Use The Gross Rent Multiplier As A Short Cut To Your Minneapolis Duplex

trail in a green forestEvery day anywhere from 10 to 20 duplexes either are newly listed on the Twin Cities MLS, or have their asking prices reduced.

How can you tell which ones are good investments?

I suppose you could stop and do the math on each of them.  Of course, that would take a lot of time.

Is there a shortcut?

Over time, seasoned real estate investors and Realtors use to learn two tools to quickly assess whether or not a property is likely to be a good investment: the gross rent multiplier and something called a cap rate.

While the cap rate is a useful tool for larger commercial properties, I haven’t found it to be as effective a measure on smaller multi-family units. Nonetheless, I’ll discuss the cap rate later in the week.

The gross rent multiplier is a very simple math problem. To arrive at it, just take the asking price for a property and divide it by the amount of rent a building generates annually.

For instance, if a duplex is priced at $240,000, and the MLS indicates it is receiving $24,000 in rent for the year, 240,000/24,000 = 10. The gross rent multiplier is 10.

How do you use this number?

Generally speaking, the lower the gross rent multiplier number is, the more likely the duplex is to cash flow.

So if a property has a low GRM, do I recommend a client buy it?

No. The GRM doesn’t factor any of the property’s expenses. It is simply a rule-of-thumb to determine whether or not it’s worth the time to sit down and do a complete income property analysis worksheet.  Time is precious, and a property isn’t worth looking at if the numbers don’t work.

Over time, I have found that patterns emerge in the Minneapolis duplex market of what constitutes the maximum GRM a property can have to cash flow. And this number has changed in recent years.

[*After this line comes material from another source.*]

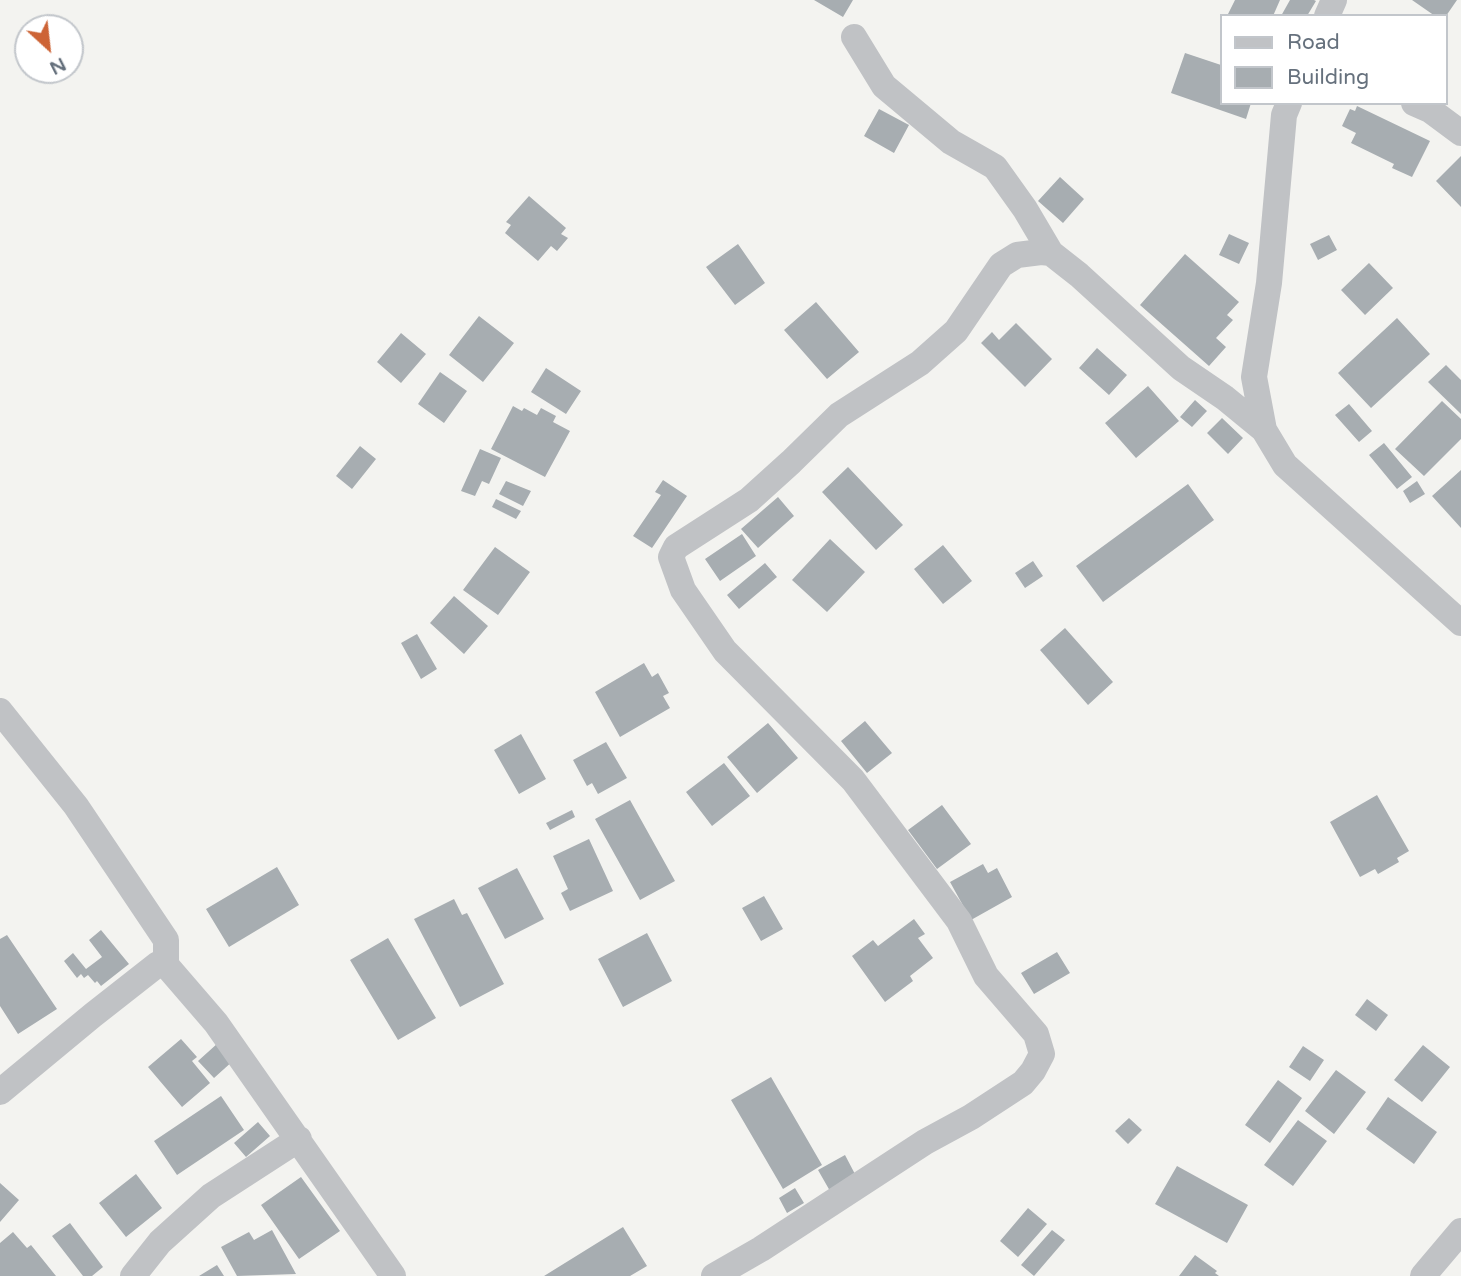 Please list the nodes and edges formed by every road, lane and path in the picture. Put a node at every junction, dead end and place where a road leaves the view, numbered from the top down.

Back when market values for property taxes were artificially under-valued, I had one set of threshold numbers. When the counties adjusted market values to accurately reflect true values two years ago, however, the result was higher property taxes. Those taxes impacted expenses, and I found that my maximum GRM figures had to change.

It is important to remember that each real estate market is unique. What constitutes a great number in Minneapolis, may not hold true in say, Los Angeles or Duluth.

The only way to figure out the right rule of thumb for your market is to either call an experienced Realtor or investor to help guide you, or sit down and do the math.